The reason for this is that $1/x + 1/y = 1/z$ describes a projective curve in 2-dimensional projective space ${\mathbf P}^2$, given by the homogeneous equation $$(1) \quad y z + x z - x y = 0$$

The equation is of degree $2$ and so every line $l$ intersects it in two points $P_l$ and $Q_l$. Keeping $P=P_l$ fixed and with rational coordinates, the points $Q_l$ are also with rational coordinates when $l$ is a line with rational slope. Furthermore every rational point $Q$ defines a rational line $l$ with $Q = Q_l$. So the lines $l$ through $P$ with rational slope trace out the rational points of $C$, called $C({\mathbb Q})$. As the curve $C$ is projective we have $C({\mathbb Z}) = C({\mathbb Q})$. So the rational and the integer solutions to (1) are identical after multiplying away denominators.

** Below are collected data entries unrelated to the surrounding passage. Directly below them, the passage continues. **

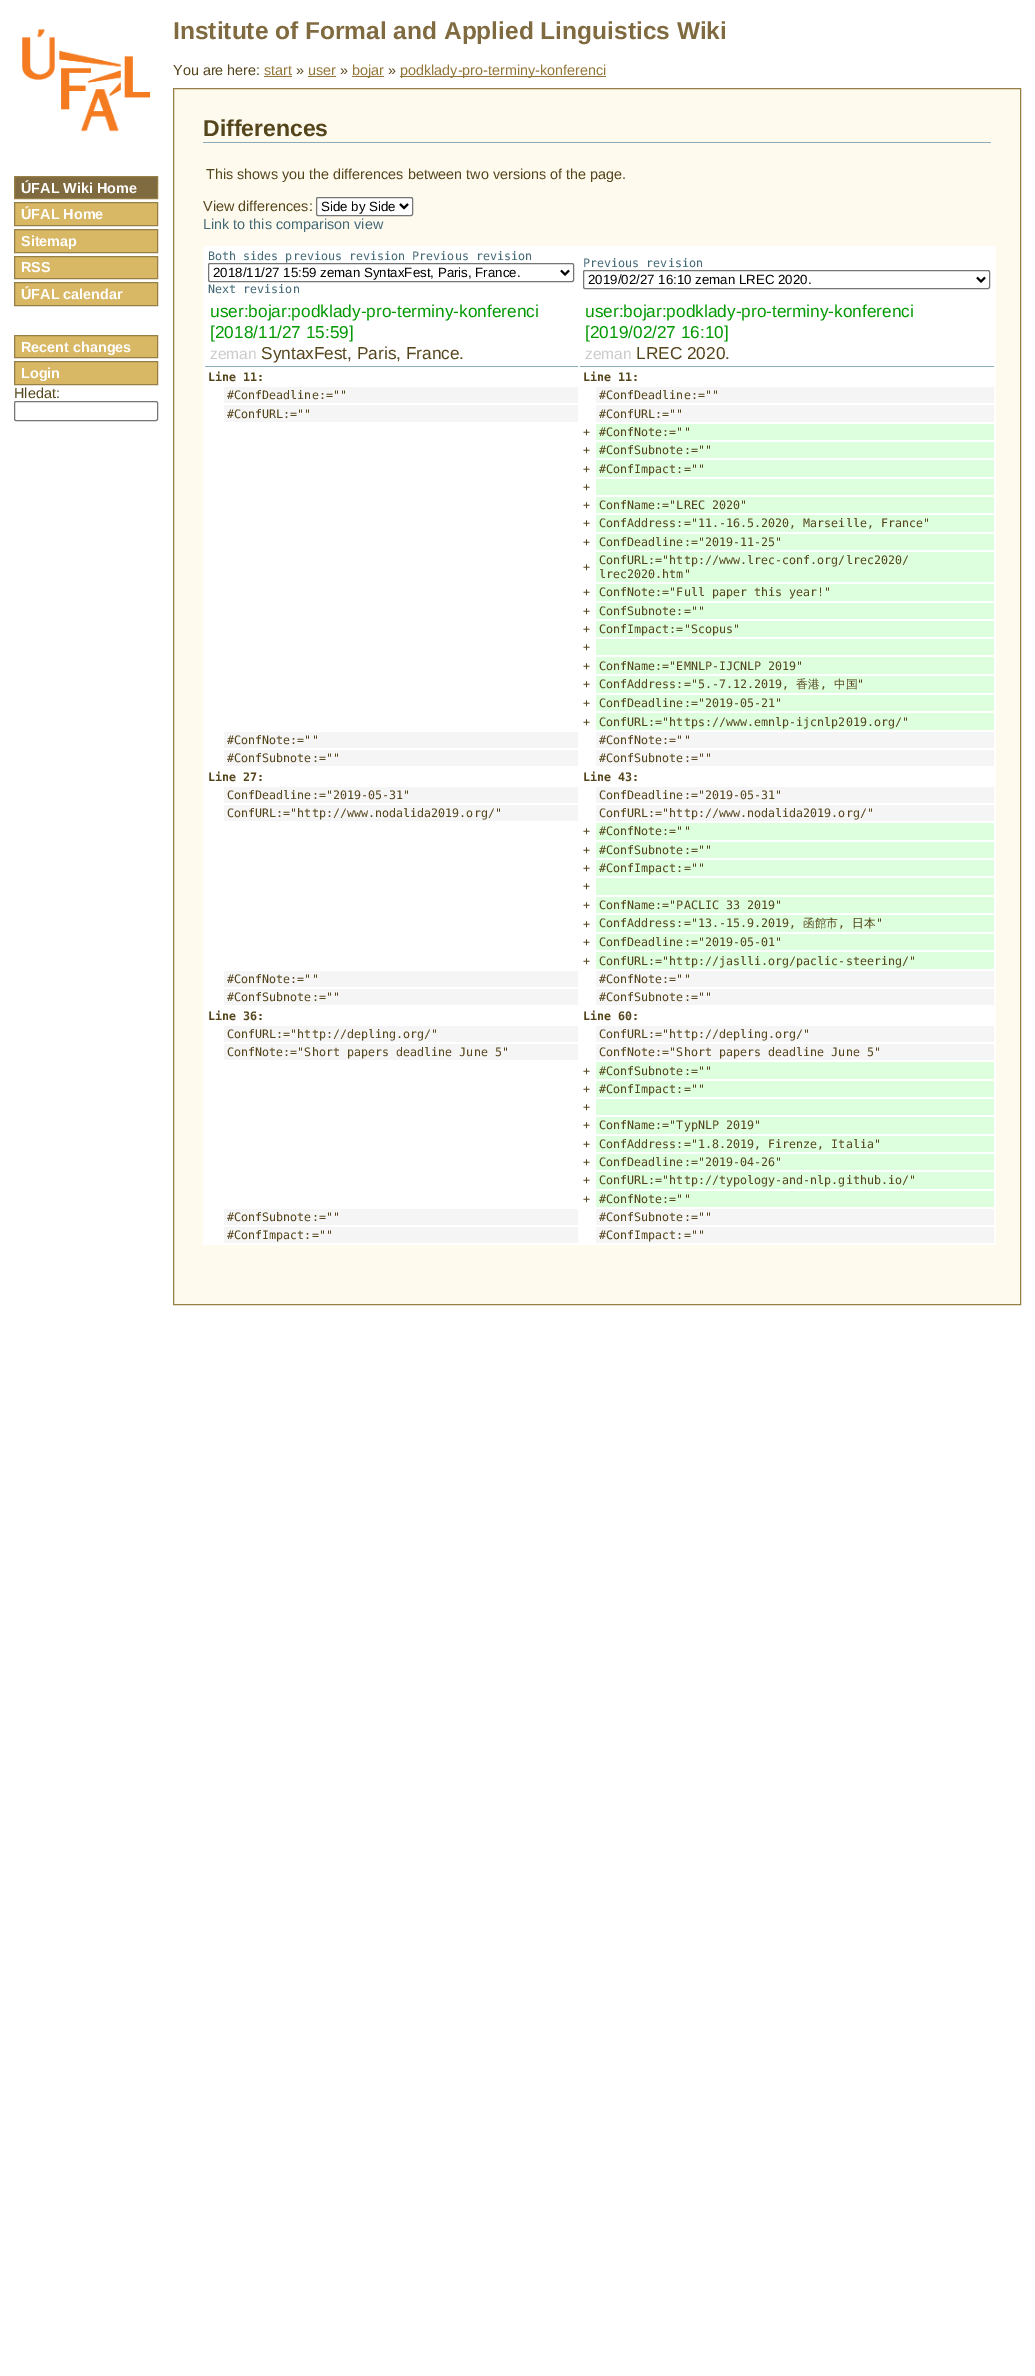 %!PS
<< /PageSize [1035 2376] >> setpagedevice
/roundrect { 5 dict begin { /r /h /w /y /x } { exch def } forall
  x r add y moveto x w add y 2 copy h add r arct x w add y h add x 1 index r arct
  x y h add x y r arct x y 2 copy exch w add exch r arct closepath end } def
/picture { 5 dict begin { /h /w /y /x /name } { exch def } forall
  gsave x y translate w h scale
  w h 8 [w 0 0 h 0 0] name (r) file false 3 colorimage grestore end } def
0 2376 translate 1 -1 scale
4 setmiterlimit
1 setgray
0 0 1035 2376 rectfill
(img1.rgb) 22 29 129 103 picture
/LiberationSans-Bold [24.5 0 0 -24.5 0 0] selectfont
0.502 0.416 0.251 setrgbcolor
173 39 moveto (Institute of Formal and Applied Linguistics Wiki) show
/LiberationSans-Regular [14.4 0 0 -14.4 0 0] selectfont
0.333 0.271 0.11 setrgbcolor
173 75 moveto (You are here:) show
0.584 0.463 0.227 setrgbcolor
264 75 moveto (start) show
264 76 28 1 rectfill
0.333 0.271 0.11 setrgbcolor
296 75 moveto (») show
0.584 0.463 0.227 setrgbcolor
308 75 moveto (user) show
308 76 28 1 rectfill
0.333 0.271 0.11 setrgbcolor
340 75 moveto (») show
0.584 0.463 0.227 setrgbcolor
352 76 32 1 rectfill
352 75 moveto (bojar) show
0.333 0.271 0.11 setrgbcolor
388 75 moveto (») show
0.584 0.463 0.227 setrgbcolor
400 76 206 1 rectfill
400 75 moveto (podklady-pro-terminy-konferenci) show
0.502 0.416 0.251 setrgbcolor
newpath 14.5 176.5 moveto 157.5 176.5 lineto 157.5 198.5 lineto 14.5 198.5 lineto closepath gsave fill grestore
0.592 0.502 0.278 setrgbcolor
stroke
/LiberationSans-Bold [14.4 0 0 -14.4 0 0] selectfont
1 setgray
21 193 moveto (ÚFAL Wiki Home) show
0.847 0.718 0.396 setrgbcolor
newpath 14.5 202.5 moveto 157.5 202.5 lineto 157.5 225.5 lineto 14.5 225.5 lineto closepath gsave fill grestore
0.592 0.502 0.278 setrgbcolor
stroke
1 setgray
21 219 moveto (ÚFAL Home) show
0.847 0.718 0.396 setrgbcolor
newpath 14.5 229.5 moveto 157.5 229.5 lineto 157.5 252.5 lineto 14.5 252.5 lineto closepath gsave fill grestore
0.592 0.502 0.278 setrgbcolor
stroke
1 setgray
21 246 moveto (Sitemap) show
0.847 0.718 0.396 setrgbcolor
newpath 14.5 256.5 moveto 157.5 256.5 lineto 157.5 278.5 lineto 14.5 278.5 lineto closepath gsave fill grestore
0.592 0.502 0.278 setrgbcolor
stroke
1 setgray
21 272 moveto (RSS) show
0.847 0.718 0.396 setrgbcolor
newpath 14.5 282.5 moveto 157.5 282.5 lineto 157.5 305.5 lineto 14.5 305.5 lineto closepath gsave fill grestore
0.592 0.502 0.278 setrgbcolor
stroke
1 setgray
21 299 moveto (ÚFAL calendar) show
0.847 0.718 0.396 setrgbcolor
newpath 14.5 335.5 moveto 157.5 335.5 lineto 157.5 357.5 lineto 14.5 357.5 lineto closepath gsave fill grestore
0.592 0.502 0.278 setrgbcolor
stroke
1 setgray
21 352 moveto (Recent changes) show
0.847 0.718 0.396 setrgbcolor
newpath 14.5 361.5 moveto 157.5 361.5 lineto 157.5 384.5 lineto 14.5 384.5 lineto closepath gsave fill grestore
0.592 0.502 0.278 setrgbcolor
stroke
1 setgray
21 378 moveto (Login) show
/LiberationSans-Regular [14.4 0 0 -14.4 0 0] selectfont
0.333 0.271 0.11 setrgbcolor
14 398 moveto (Hledat:) show
0.463 setgray
14.5 401.5 143 19 1.5 roundrect stroke
1 0.98 0.933 setrgbcolor
newpath 173.5 88.5 moveto 1020.5 88.5 lineto 1020.5 1304.5 lineto 173.5 1304.5 lineto closepath gsave fill grestore
0.592 0.502 0.278 setrgbcolor
stroke
0.549 0.675 0.733 setrgbcolor
203 142 788 1 rectfill
/LiberationSans-Bold [23 0 0 -23 0 0] selectfont
0.333 0.271 0.11 setrgbcolor
203 136 moveto (Differences) show
/LiberationSans-Regular [14.4 0 0 -14.4 0 0] selectfont
206 179 moveto (This shows you the differences between two versions of the page.) show
203 211 moveto (View differences:) show
1 setgray
316.5 197.5 96 18 1.5 roundrect gsave fill grestore
0.463 setgray
stroke
0 setgray
2 setlinewidth
newpath 400 204 moveto 404 208 lineto 408 204 lineto stroke
/LiberationSans-Regular [13.3 0 0 -13.3 0 0] selectfont
321 211 moveto (Side by Side) show
/LiberationSans-Regular [14.4 0 0 -14.4 0 0] selectfont
0.263 0.412 0.463 setrgbcolor
203 229 moveto (Link to this comparison view) show
1 setgray
203 246 793 999 rectfill
/DejaVuSansMono-Regular [11.7 0 0 -11.7 0 0] selectfont
0.263 0.412 0.463 setrgbcolor
208 260 moveto (Both sides previous revision Previous revision) show
0.463 setgray
1 setlinewidth
208.5 263.5 365 18 1.5 roundrect stroke
0 setgray
2 setlinewidth
newpath 561 270.5 moveto 565 274.5 lineto 569 270.5 lineto stroke
/LiberationSans-Regular [13.3 0 0 -13.3 0 0] selectfont
213 277 moveto (2018/11/27 15:59 zeman SyntaxFest, Paris, France.) show
/DejaVuSansMono-Regular [11.7 0 0 -11.7 0 0] selectfont
0.263 0.412 0.463 setrgbcolor
208 293 moveto (Next revision) show
583 267 moveto (Previous revision) show
0.463 setgray
1 setlinewidth
583.5 270.5 406 18 1.5 roundrect stroke
0 setgray
2 setlinewidth
newpath 977 277.5 moveto 981 281.5 lineto 985 277.5 lineto stroke
/LiberationSans-Regular [13.3 0 0 -13.3 0 0] selectfont
588 284 moveto (2019/02/27 16:10 zeman LREC 2020.) show
0.549 0.675 0.733 setrgbcolor
205 366 373 1 rectfill
/LiberationSans-Regular [17.25 0 0 -17.25 0 0] selectfont
0 0.6 0 setrgbcolor
210 317 moveto (user:bojar:podklady-pro-terminy-konferenci) show
210 338 moveto ([2018/11/27 15:59]) show
/LiberationSans-Regular [15.5 0 0 -15.5 0 0] selectfont
0.8 setgray
210 359 moveto (zeman) show
/LiberationSans-Regular [17.25 0 0 -17.25 0 0] selectfont
0.333 0.271 0.11 setrgbcolor
261 359 moveto (SyntaxFest, Paris, France.) show
0.549 0.675 0.733 setrgbcolor
580 366 414 1 rectfill
0 0.6 0 setrgbcolor
585 317 moveto (user:bojar:podklady-pro-terminy-konferenci) show
585 338 moveto ([2019/02/27 16:10]) show
/LiberationSans-Regular [15.5 0 0 -15.5 0 0] selectfont
0.8 setgray
585 359 moveto (zeman) show
/LiberationSans-Regular [17.25 0 0 -17.25 0 0] selectfont
0.333 0.271 0.11 setrgbcolor
636 359 moveto (LREC 2020.) show
/DejaVuSansMono-Bold [11.7 0 0 -11.7 0 0] selectfont
208 381 moveto (Line 11:) show
583 381 moveto (Line 11:) show
0.961 setgray
224 387 354 16 rectfill
/DejaVuSansMono-Regular [11.7 0 0 -11.7 0 0] selectfont
0.333 0.271 0.11 setrgbcolor
227 399 moveto (#ConfDeadline:="") show
0.961 setgray
596 387 398 16 rectfill
0.333 0.271 0.11 setrgbcolor
599 399 moveto (#ConfDeadline:="") show
0.961 setgray
224 405 354 17 rectfill
0.333 0.271 0.11 setrgbcolor
227 418 moveto (#ConfURL:="") show
0.961 setgray
596 405 398 17 rectfill
0.333 0.271 0.11 setrgbcolor
599 418 moveto (#ConfURL:="") show
583 436 moveto (+) show
0.867 1 0.867 setrgbcolor
596 424 398 16 rectfill
0.333 0.271 0.11 setrgbcolor
599 436 moveto (#ConfNote:="") show
583 454 moveto (+) show
0.867 1 0.867 setrgbcolor
596 442 398 16 rectfill
0.333 0.271 0.11 setrgbcolor
599 454 moveto (#ConfSubnote:="") show
583 473 moveto (+) show
0.867 1 0.867 setrgbcolor
596 460 398 17 rectfill
0.333 0.271 0.11 setrgbcolor
599 473 moveto (#ConfImpact:="") show
583 491 moveto (+) show
0.867 1 0.867 setrgbcolor
596 479 398 16 rectfill
0.333 0.271 0.11 setrgbcolor
583 509 moveto (+) show
0.867 1 0.867 setrgbcolor
596 497 398 16 rectfill
0.333 0.271 0.11 setrgbcolor
599 509 moveto (ConfName:="LREC 2020") show
583 527 moveto (+) show
0.867 1 0.867 setrgbcolor
596 515 398 17 rectfill
0.333 0.271 0.11 setrgbcolor
599 527 moveto (ConfAddress:="11.-16.5.2020, Marseille, France") show
583 546 moveto (+) show
0.867 1 0.867 setrgbcolor
596 534 398 16 rectfill
0.333 0.271 0.11 setrgbcolor
599 546 moveto (ConfDeadline:="2019-11-25") show
583 571 moveto (+) show
0.867 1 0.867 setrgbcolor
596 552 398 30 rectfill
0.333 0.271 0.11 setrgbcolor
599 564 moveto (ConfURL:="http://www.lrec-conf.org/lrec2020/) show
599 578 moveto (lrec2020.htm") show
583 596 moveto (+) show
0.867 1 0.867 setrgbcolor
596 584 398 17 rectfill
0.333 0.271 0.11 setrgbcolor
599 596 moveto (ConfNote:="Full paper this year!") show
583 615 moveto (+) show
0.867 1 0.867 setrgbcolor
596 603 398 16 rectfill
0.333 0.271 0.11 setrgbcolor
599 615 moveto (ConfSubnote:="") show
583 633 moveto (+) show
0.867 1 0.867 setrgbcolor
596 621 398 16 rectfill
0.333 0.271 0.11 setrgbcolor
599 633 moveto (ConfImpact:="Scopus") show
583 651 moveto (+) show
0.867 1 0.867 setrgbcolor
596 639 398 16 rectfill
0.333 0.271 0.11 setrgbcolor
583 670 moveto (+) show
0.867 1 0.867 setrgbcolor
596 657 398 17 rectfill
0.333 0.271 0.11 setrgbcolor
599 670 moveto (ConfName:="EMNLP-IJCNLP 2019") show
583 688 moveto (+) show
0.867 1 0.867 setrgbcolor
596 676 398 17 rectfill
0.333 0.271 0.11 setrgbcolor
599 688 moveto (ConfAddress:="5.-7.12.2019,) show
/WenQuanYiZenHei-Medium [11.7 0 0 -11.7 0 0] selectfont
796 688 moveto (香港) show
834 688 moveto (中国) show
/DejaVuSansMono-Regular [11.7 0 0 -11.7 0 0] selectfont
857 688 moveto (") show
820 688 moveto (,) show
583 707 moveto (+) show
0.867 1 0.867 setrgbcolor
596 695 398 16 rectfill
0.333 0.271 0.11 setrgbcolor
599 707 moveto (ConfDeadline:="2019-05-21") show
583 726 moveto (+) show
0.867 1 0.867 setrgbcolor
596 713 398 17 rectfill
0.333 0.271 0.11 setrgbcolor
599 726 moveto (ConfURL:="https://www.emnlp-ijcnlp2019.org/") show
0.961 setgray
224 732 354 16 rectfill
0.333 0.271 0.11 setrgbcolor
227 744 moveto (#ConfNote:="") show
0.961 setgray
596 732 398 16 rectfill
0.333 0.271 0.11 setrgbcolor
599 744 moveto (#ConfNote:="") show
0.961 setgray
224 750 354 16 rectfill
0.333 0.271 0.11 setrgbcolor
227 762 moveto (#ConfSubnote:="") show
0.961 setgray
596 750 398 16 rectfill
0.333 0.271 0.11 setrgbcolor
599 762 moveto (#ConfSubnote:="") show
/DejaVuSansMono-Bold [11.7 0 0 -11.7 0 0] selectfont
208 781 moveto (Line 27:) show
583 781 moveto (Line 43:) show
0.961 setgray
224 787 354 16 rectfill
/DejaVuSansMono-Regular [11.7 0 0 -11.7 0 0] selectfont
0.333 0.271 0.11 setrgbcolor
227 799 moveto (ConfDeadline:="2019-05-31") show
0.961 setgray
596 787 398 16 rectfill
0.333 0.271 0.11 setrgbcolor
599 799 moveto (ConfDeadline:="2019-05-31") show
0.961 setgray
224 805 354 16 rectfill
0.333 0.271 0.11 setrgbcolor
227 817 moveto (ConfURL:="http://www.nodalida2019.org/") show
0.961 setgray
596 805 398 16 rectfill
0.333 0.271 0.11 setrgbcolor
599 817 moveto (ConfURL:="http://www.nodalida2019.org/") show
583 835 moveto (+) show
0.867 1 0.867 setrgbcolor
596 823 398 17 rectfill
0.333 0.271 0.11 setrgbcolor
599 835 moveto (#ConfNote:="") show
583 854 moveto (+) show
0.867 1 0.867 setrgbcolor
596 842 398 16 rectfill
0.333 0.271 0.11 setrgbcolor
599 854 moveto (#ConfSubnote:="") show
583 872 moveto (+) show
0.867 1 0.867 setrgbcolor
596 860 398 16 rectfill
0.333 0.271 0.11 setrgbcolor
599 872 moveto (#ConfImpact:="") show
583 890 moveto (+) show
0.867 1 0.867 setrgbcolor
596 878 398 17 rectfill
0.333 0.271 0.11 setrgbcolor
583 909 moveto (+) show
0.867 1 0.867 setrgbcolor
596 897 398 16 rectfill
0.333 0.271 0.11 setrgbcolor
599 909 moveto (ConfName:="PACLIC 33 2019") show
583 928 moveto (+) show
0.867 1 0.867 setrgbcolor
596 915 398 17 rectfill
0.333 0.271 0.11 setrgbcolor
599 927 moveto (ConfAddress:="13.-15.9.2019,) show
/WenQuanYiZenHei-Medium [11.7 0 0 -11.7 0 0] selectfont
803 927 moveto (函館市) show
852 927 moveto (日本) show
/DejaVuSansMono-Regular [11.7 0 0 -11.7 0 0] selectfont
876 927 moveto (") show
838 927 moveto (,) show
583 946 moveto (+) show
0.867 1 0.867 setrgbcolor
596 934 398 16 rectfill
0.333 0.271 0.11 setrgbcolor
599 946 moveto (ConfDeadline:="2019-05-01") show
583 965 moveto (+) show
0.867 1 0.867 setrgbcolor
596 952 398 17 rectfill
0.333 0.271 0.11 setrgbcolor
599 965 moveto (ConfURL:="http://jaslli.org/paclic-steering/") show
0.961 setgray
224 971 354 16 rectfill
0.333 0.271 0.11 setrgbcolor
227 983 moveto (#ConfNote:="") show
0.961 setgray
596 971 398 16 rectfill
0.333 0.271 0.11 setrgbcolor
599 983 moveto (#ConfNote:="") show
0.961 setgray
224 989 354 16 rectfill
0.333 0.271 0.11 setrgbcolor
227 1001 moveto (#ConfSubnote:="") show
0.961 setgray
596 989 398 16 rectfill
0.333 0.271 0.11 setrgbcolor
599 1001 moveto (#ConfSubnote:="") show
/DejaVuSansMono-Bold [11.7 0 0 -11.7 0 0] selectfont
208 1020 moveto (Line 36:) show
583 1020 moveto (Line 60:) show
0.961 setgray
224 1026 354 16 rectfill
/DejaVuSansMono-Regular [11.7 0 0 -11.7 0 0] selectfont
0.333 0.271 0.11 setrgbcolor
227 1038 moveto (ConfURL:="http://depling.org/") show
0.961 setgray
596 1026 398 16 rectfill
0.333 0.271 0.11 setrgbcolor
599 1038 moveto (ConfURL:="http://depling.org/") show
0.961 setgray
224 1044 354 16 rectfill
0.333 0.271 0.11 setrgbcolor
227 1056 moveto (ConfNote:="Short papers deadline June 5") show
0.961 setgray
596 1044 398 16 rectfill
0.333 0.271 0.11 setrgbcolor
599 1056 moveto (ConfNote:="Short papers deadline June 5") show
583 1075 moveto (+) show
0.867 1 0.867 setrgbcolor
596 1062 398 17 rectfill
0.333 0.271 0.11 setrgbcolor
599 1075 moveto (#ConfSubnote:="") show
583 1093 moveto (+) show
0.867 1 0.867 setrgbcolor
596 1081 398 16 rectfill
0.333 0.271 0.11 setrgbcolor
599 1093 moveto (#ConfImpact:="") show
583 1111 moveto (+) show
0.867 1 0.867 setrgbcolor
596 1099 398 16 rectfill
0.333 0.271 0.11 setrgbcolor
583 1129 moveto (+) show
0.867 1 0.867 setrgbcolor
596 1117 398 17 rectfill
0.333 0.271 0.11 setrgbcolor
599 1129 moveto (ConfName:="TypNLP 2019") show
583 1148 moveto (+) show
0.867 1 0.867 setrgbcolor
596 1136 398 16 rectfill
0.333 0.271 0.11 setrgbcolor
599 1148 moveto (ConfAddress:="1.8.2019, Firenze, Italia") show
583 1166 moveto (+) show
0.867 1 0.867 setrgbcolor
596 1154 398 16 rectfill
0.333 0.271 0.11 setrgbcolor
599 1166 moveto (ConfDeadline:="2019-04-26") show
583 1184 moveto (+) show
0.867 1 0.867 setrgbcolor
596 1172 398 17 rectfill
0.333 0.271 0.11 setrgbcolor
599 1184 moveto (ConfURL:="http://typology-and-nlp.github.io/") show
583 1203 moveto (+) show
0.867 1 0.867 setrgbcolor
596 1191 398 16 rectfill
0.333 0.271 0.11 setrgbcolor
599 1203 moveto (#ConfNote:="") show
0.961 setgray
224 1209 354 16 rectfill
0.333 0.271 0.11 setrgbcolor
227 1221 moveto (#ConfSubnote:="") show
0.961 setgray
596 1209 398 16 rectfill
0.333 0.271 0.11 setrgbcolor
599 1221 moveto (#ConfSubnote:="") show
0.961 setgray
224 1227 354 16 rectfill
0.333 0.271 0.11 setrgbcolor
227 1239 moveto (#ConfImpact:="") show
0.961 setgray
596 1227 398 16 rectfill
0.333 0.271 0.11 setrgbcolor
599 1239 moveto (#ConfImpact:="") show
showpage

Now take as point $P=(0,0,1)$ and do the calculation explicity on the affine patch $z=1$ where (1) becomes $y+x-xy = 0$. Making the ansatz $x=w,y=p/q \,w$ and solving for $w$ we find the solutions $0, (p+q)/p$. So $x=(p+q)/p$ and $y=(p+q)/q$ are the rational solutions of the affine equation. Bringing this to a common denominator $pq$ we receive the homogeneous solution from the beginning.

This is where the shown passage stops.